Mexican Nazis Attack Trotsky

(June 1934)


From The Militant, Vol. VII No. 24, 16 June 1934, p. 2.
Transcribed & marked up by Einde O’ Callaghan for the Encyclopaedia of Trotskyism On-Line (ETOL).


There is in Mexico a fascist sheet, organ in Spanish of Hitler’s embassy in Mexico. Anti-labor, anti-Communist, anti-Semitic, with all the lack of originality and logic of that movement the paper, thanks to the subsidy it receives from the Nazis, appears, unnoticed by the great majority of Mexicans. Without doubt, the most religious supporters of this paper are the Jews, who pay 5 cents for every issue in a morbid curiosity to see what new strange fables about them appear.

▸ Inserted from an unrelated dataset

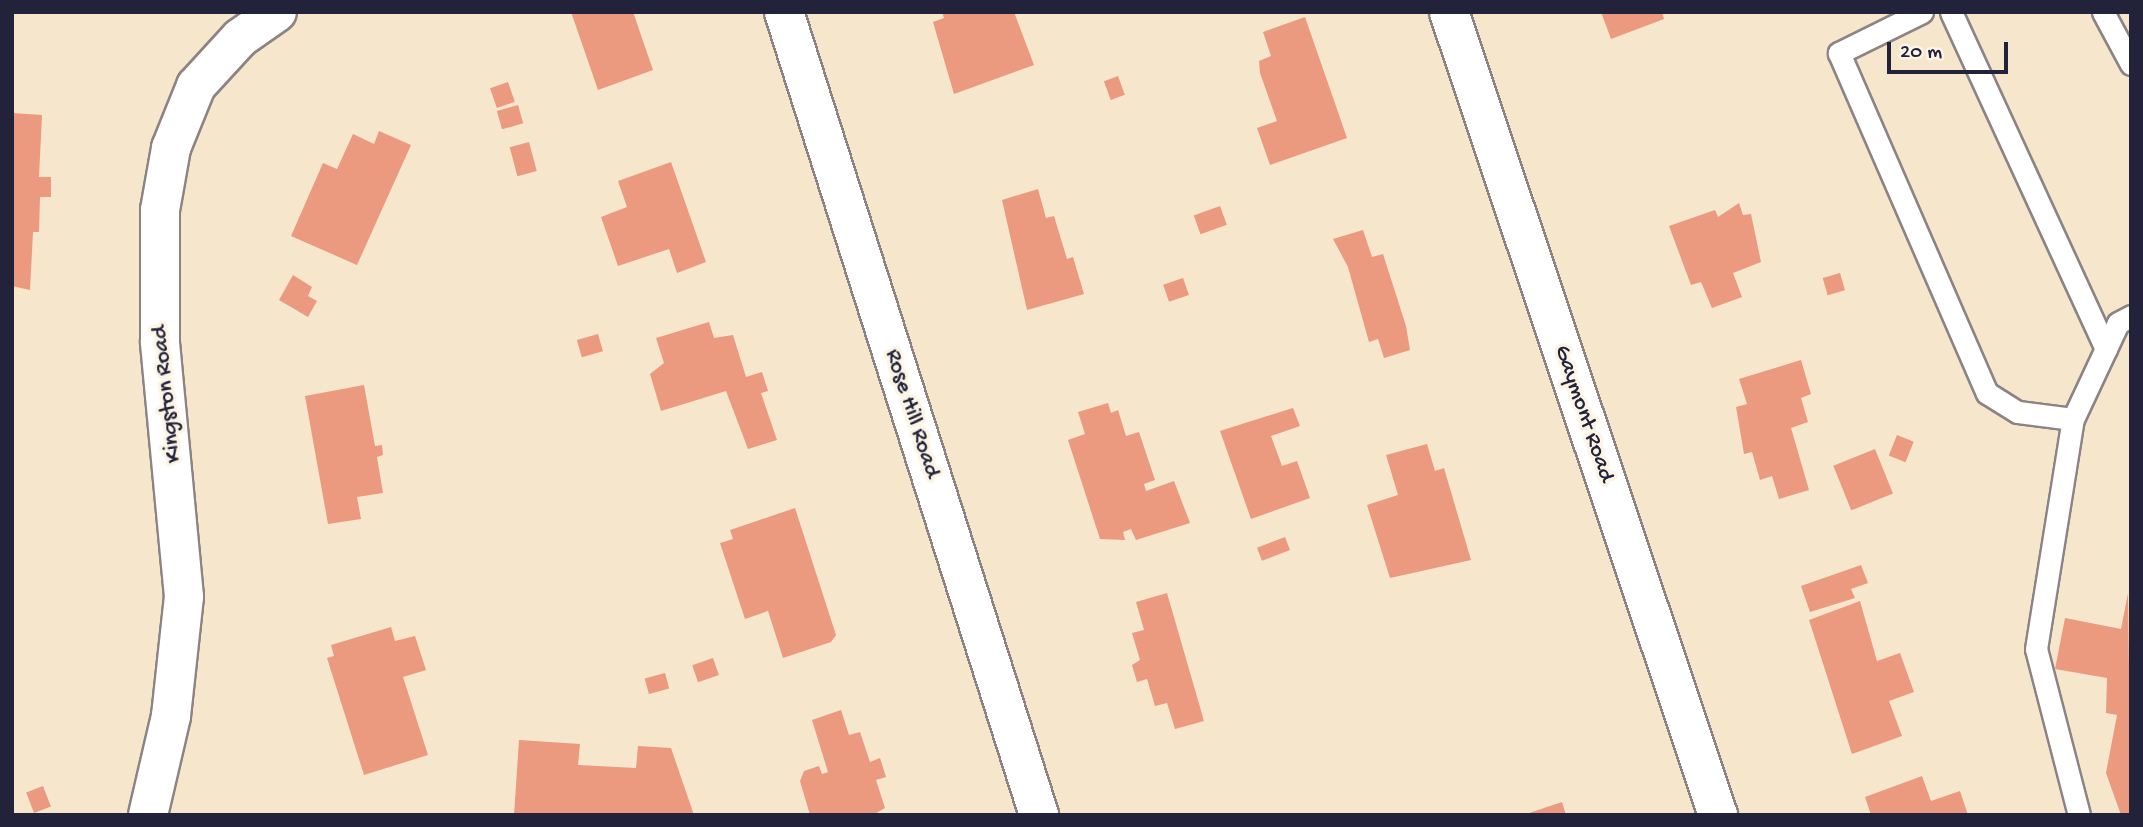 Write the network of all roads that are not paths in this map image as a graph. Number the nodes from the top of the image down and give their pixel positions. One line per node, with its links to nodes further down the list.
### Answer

One thing must be impressed, and that is that this paper is the organ of Nazism. About five months ago a new ambassador arrived from Berlin bearing a membership card in the Nazis and a Baron and a Von before his name (need more be said).

When the issue of the Trotsky expulsion from France came up, in this organ appeared an article by a renegade from Communism named Mullen. The article makes a show of erudition that in its shallowness is really painful to behold. But we do not want to criticize the article. Not being very much read it does not merit criticism. What we want to do is merely to comment upon it.

The theme of this article is that the Jews are the only real internationalists, and that the expulsion of Trotsky from the Communist International is a victory for nationalism. That the struggle between Stalin the Georgian and Trotsky the Jew is really a struggle between nationalism and internationalism.

Let us extract the true core of this matter and leave the rest. That core is that the struggle of the International Communists is in essence a struggle for internationalism, which does not represent the Jew or the Methodist but represents the interests of the worldwide proletariat. Will this frank appraisal by Nazism make some of the rank and file Stalinists think?

The national-socialists of Germany find an ideological rapproachment with Stalinistic “socialism in one country”, and find common ground with it in the struggle against the internationalism of Trotsky.